(Items from a dataset)
·····

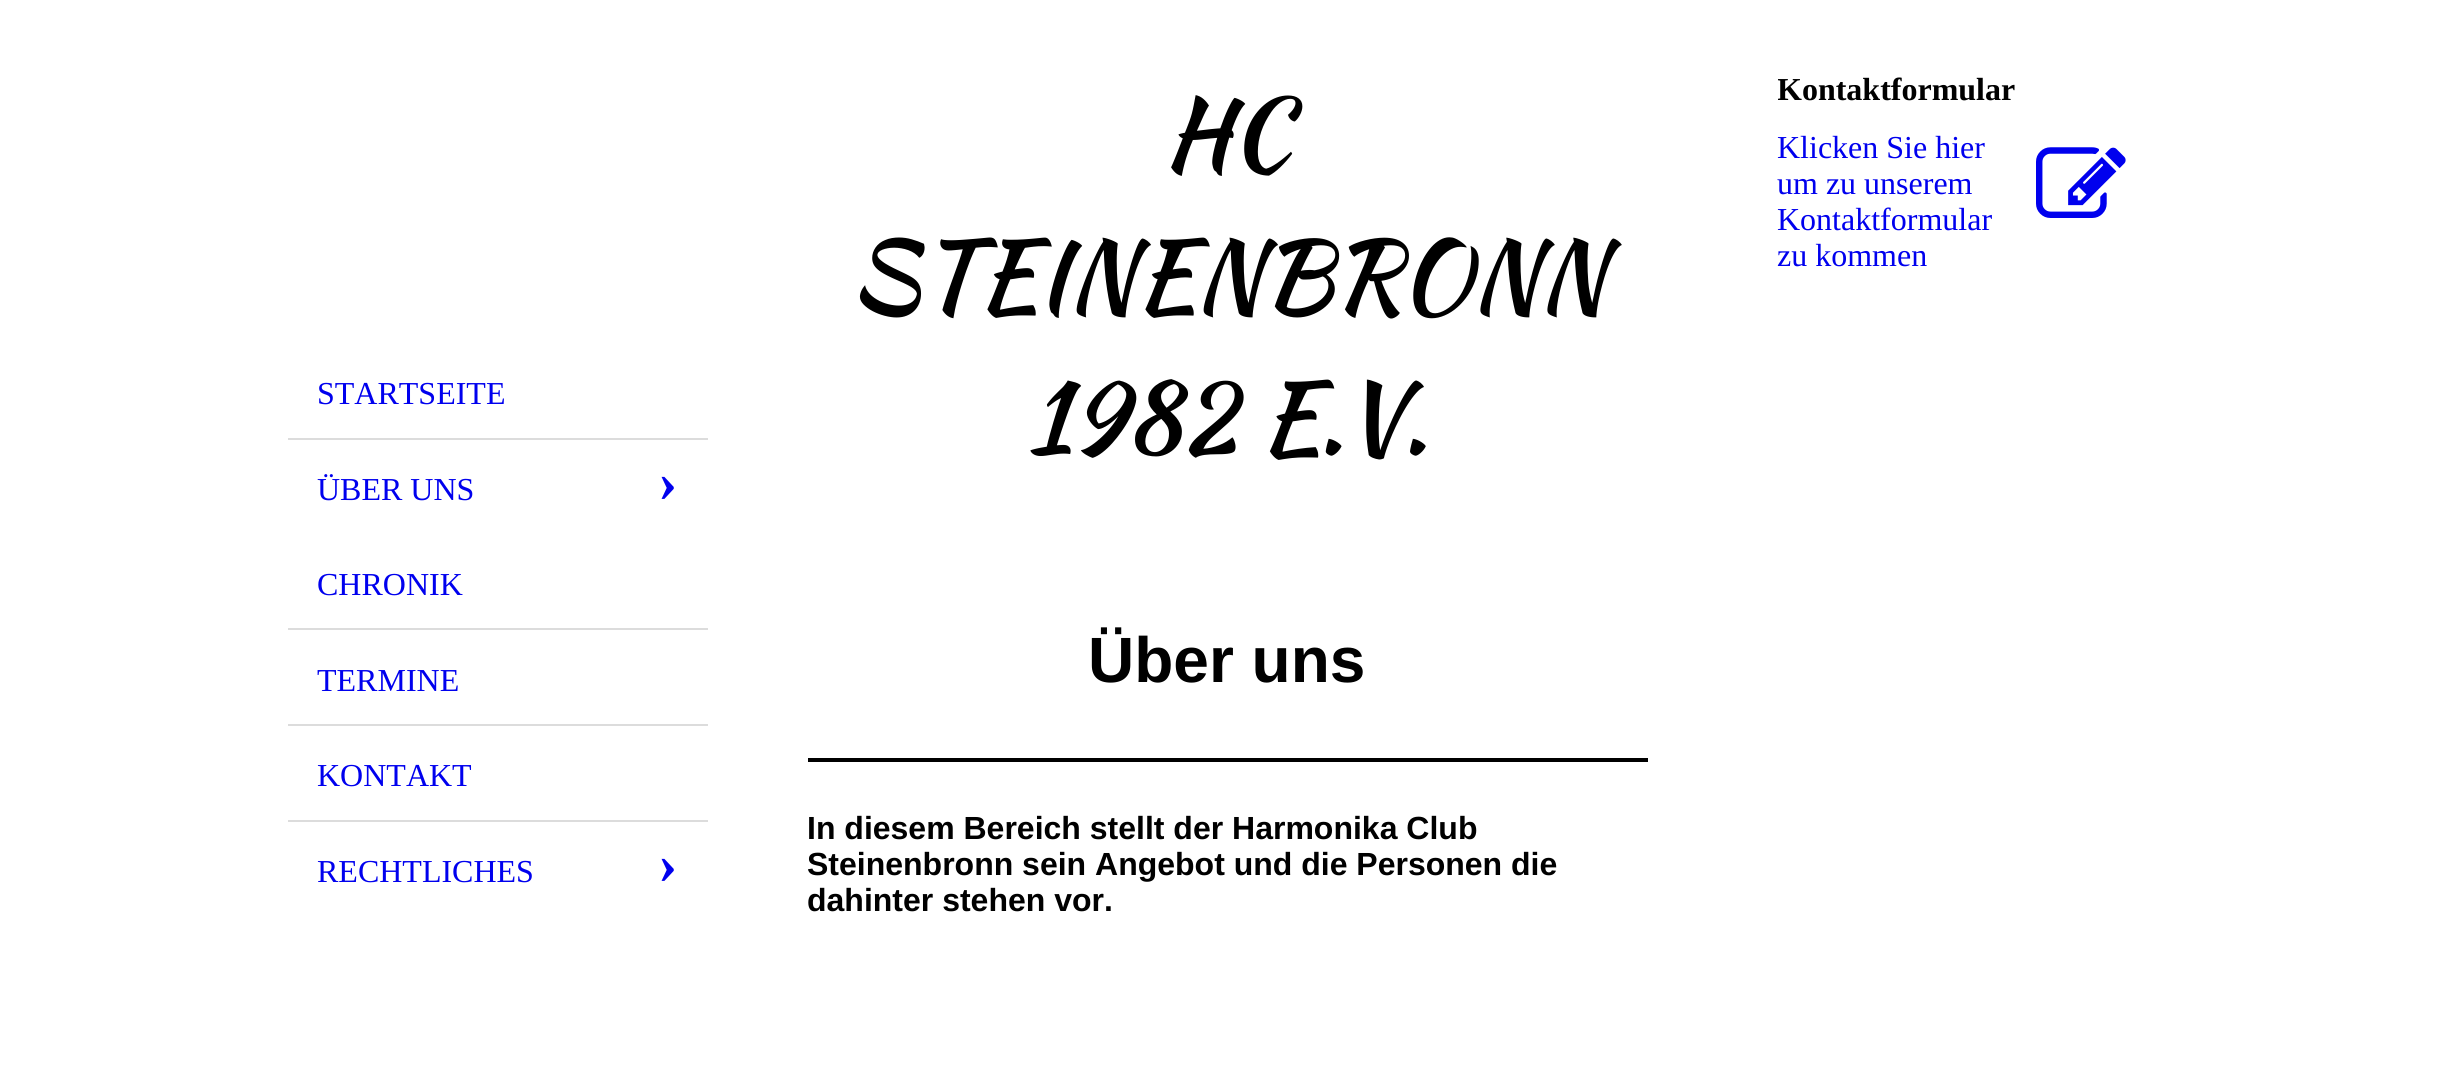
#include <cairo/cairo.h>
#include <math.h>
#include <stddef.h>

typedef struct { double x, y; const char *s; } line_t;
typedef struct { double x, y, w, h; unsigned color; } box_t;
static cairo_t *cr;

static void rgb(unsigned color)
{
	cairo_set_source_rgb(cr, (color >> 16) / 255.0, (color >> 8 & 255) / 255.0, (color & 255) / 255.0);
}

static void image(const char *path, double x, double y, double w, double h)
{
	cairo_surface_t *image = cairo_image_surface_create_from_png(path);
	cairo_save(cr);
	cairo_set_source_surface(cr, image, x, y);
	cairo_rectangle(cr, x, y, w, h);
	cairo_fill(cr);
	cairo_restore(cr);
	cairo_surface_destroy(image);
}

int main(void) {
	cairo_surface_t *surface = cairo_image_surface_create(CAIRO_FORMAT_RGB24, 2454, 1087);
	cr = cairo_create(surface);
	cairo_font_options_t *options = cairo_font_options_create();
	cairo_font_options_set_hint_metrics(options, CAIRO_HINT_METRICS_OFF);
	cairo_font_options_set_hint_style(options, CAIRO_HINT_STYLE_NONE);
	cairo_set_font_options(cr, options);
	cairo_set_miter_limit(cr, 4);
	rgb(0xffffff);
	cairo_paint(cr);
	{
		static const box_t items[] = {
			{288, 438, 420, 2, 0xdcdcdc},
			{288, 628, 420, 2, 0xdcdcdc},
			{288, 724, 420, 2, 0xdcdcdc},
			{288, 820, 420, 2, 0xdcdcdc},
			{808, 758, 840, 4, 0x000000},
		};
		for (size_t i = 0; i < sizeof items / sizeof *items; i++) {
			rgb(items[i].color);
			cairo_rectangle(cr, items[i].x, items[i].y, items[i].w, items[i].h);
			cairo_fill(cr);
		}
	}
	image("img/1.png", 2036, 147, 90, 71);
	cairo_select_font_face(cr, "Liberation Serif", CAIRO_FONT_SLANT_NORMAL, CAIRO_FONT_WEIGHT_NORMAL);
	cairo_set_font_size(cr, 32);
	rgb(0x0000ee);
	cairo_move_to(cr, 317, 404);
	cairo_show_text(cr, "STARTSEITE");
	cairo_move_to(cr, 317, 500);
	cairo_show_text(cr, "ÜBER UNS");
	cairo_select_font_face(cr, "Liberation Serif", CAIRO_FONT_SLANT_NORMAL, CAIRO_FONT_WEIGHT_BOLD);
	cairo_set_font_size(cr, 58);
	cairo_move_to(cr, 658, 501);
	cairo_show_text(cr, "›");
	cairo_select_font_face(cr, "Liberation Serif", CAIRO_FONT_SLANT_NORMAL, CAIRO_FONT_WEIGHT_NORMAL);
	cairo_set_font_size(cr, 32);
	{
		static const line_t items[] = {
			{317, 595, "CHRONIK"},
			{317, 691, "TERMINE"},
			{317, 786, "KONTAKT"},
			{317, 882, "RECHTLICHES"},
		};
		for (size_t i = 0; i < sizeof items / sizeof *items; i++) {
			cairo_move_to(cr, items[i].x, items[i].y);
			cairo_show_text(cr, items[i].s);
		}
	}
	cairo_select_font_face(cr, "Liberation Serif", CAIRO_FONT_SLANT_NORMAL, CAIRO_FONT_WEIGHT_BOLD);
	cairo_set_font_size(cr, 58);
	cairo_move_to(cr, 658, 883);
	cairo_show_text(cr, "›");
	cairo_select_font_face(cr, "Kaushan Script", CAIRO_FONT_SLANT_NORMAL, CAIRO_FONT_WEIGHT_NORMAL);
	cairo_set_font_size(cr, 98.25);
	rgb(0x000000);
	{
		static const line_t items[] = {
			{1164, 168, "HC"},
			{850, 310, "STEINENBRONN"},
			{1027, 452, "1982 E.V."},
		};
		for (size_t i = 0; i < sizeof items / sizeof *items; i++) {
			cairo_move_to(cr, items[i].x, items[i].y);
			cairo_show_text(cr, items[i].s);
		}
	}
	cairo_select_font_face(cr, "Liberation Sans", CAIRO_FONT_SLANT_NORMAL, CAIRO_FONT_WEIGHT_BOLD);
	cairo_set_font_size(cr, 64);
	cairo_move_to(cr, 1088, 682);
	cairo_show_text(cr, "Über uns");
	cairo_set_font_size(cr, 32);
	{
		static const line_t items[] = {
			{807, 839, "In diesem Bereich stellt der Harmonika Club"},
			{807, 875, "Steinenbronn sein Angebot und die Personen die"},
			{807, 911, "dahinter stehen vor."},
		};
		for (size_t i = 0; i < sizeof items / sizeof *items; i++) {
			cairo_move_to(cr, items[i].x, items[i].y);
			cairo_show_text(cr, items[i].s);
		}
	}
	cairo_save(cr);
	cairo_rectangle(cr, 1778, 72, 360, 234);
	cairo_clip(cr);
	cairo_select_font_face(cr, "Liberation Serif", CAIRO_FONT_SLANT_NORMAL, CAIRO_FONT_WEIGHT_BOLD);
	cairo_move_to(cr, 1777, 100);
	cairo_show_text(cr, "Kontaktformular");
	cairo_restore(cr);
	cairo_select_font_face(cr, "Liberation Serif", CAIRO_FONT_SLANT_NORMAL, CAIRO_FONT_WEIGHT_NORMAL);
	rgb(0x0000ee);
	{
		static const line_t items[] = {
			{1777, 158, "Klicken Sie hier"},
			{1777, 194, "um zu unserem"},
			{1777, 230, "Kontaktformular"},
			{1777, 266, "zu kommen"},
		};
		for (size_t i = 0; i < sizeof items / sizeof *items; i++) {
			cairo_move_to(cr, items[i].x, items[i].y);
			cairo_show_text(cr, items[i].s);
		}
	}
	cairo_surface_write_to_png(surface, "page.png");
	cairo_font_options_destroy(options);
	cairo_destroy(cr);
	cairo_surface_destroy(surface);
	return 0;
}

·····

Above are the records. Copy the lines beginning at the one that has "cairo_font_options_t *options = cairo_font_options_create();" and ending with the one that has "cairo_set_miter_limit(cr, 4);", unchanged.

	cairo_font_options_t *options = cairo_font_options_create();
	cairo_font_options_set_hint_metrics(options, CAIRO_HINT_METRICS_OFF);
	cairo_font_options_set_hint_style(options, CAIRO_HINT_STYLE_NONE);
	cairo_set_font_options(cr, options);
	cairo_set_miter_limit(cr, 4);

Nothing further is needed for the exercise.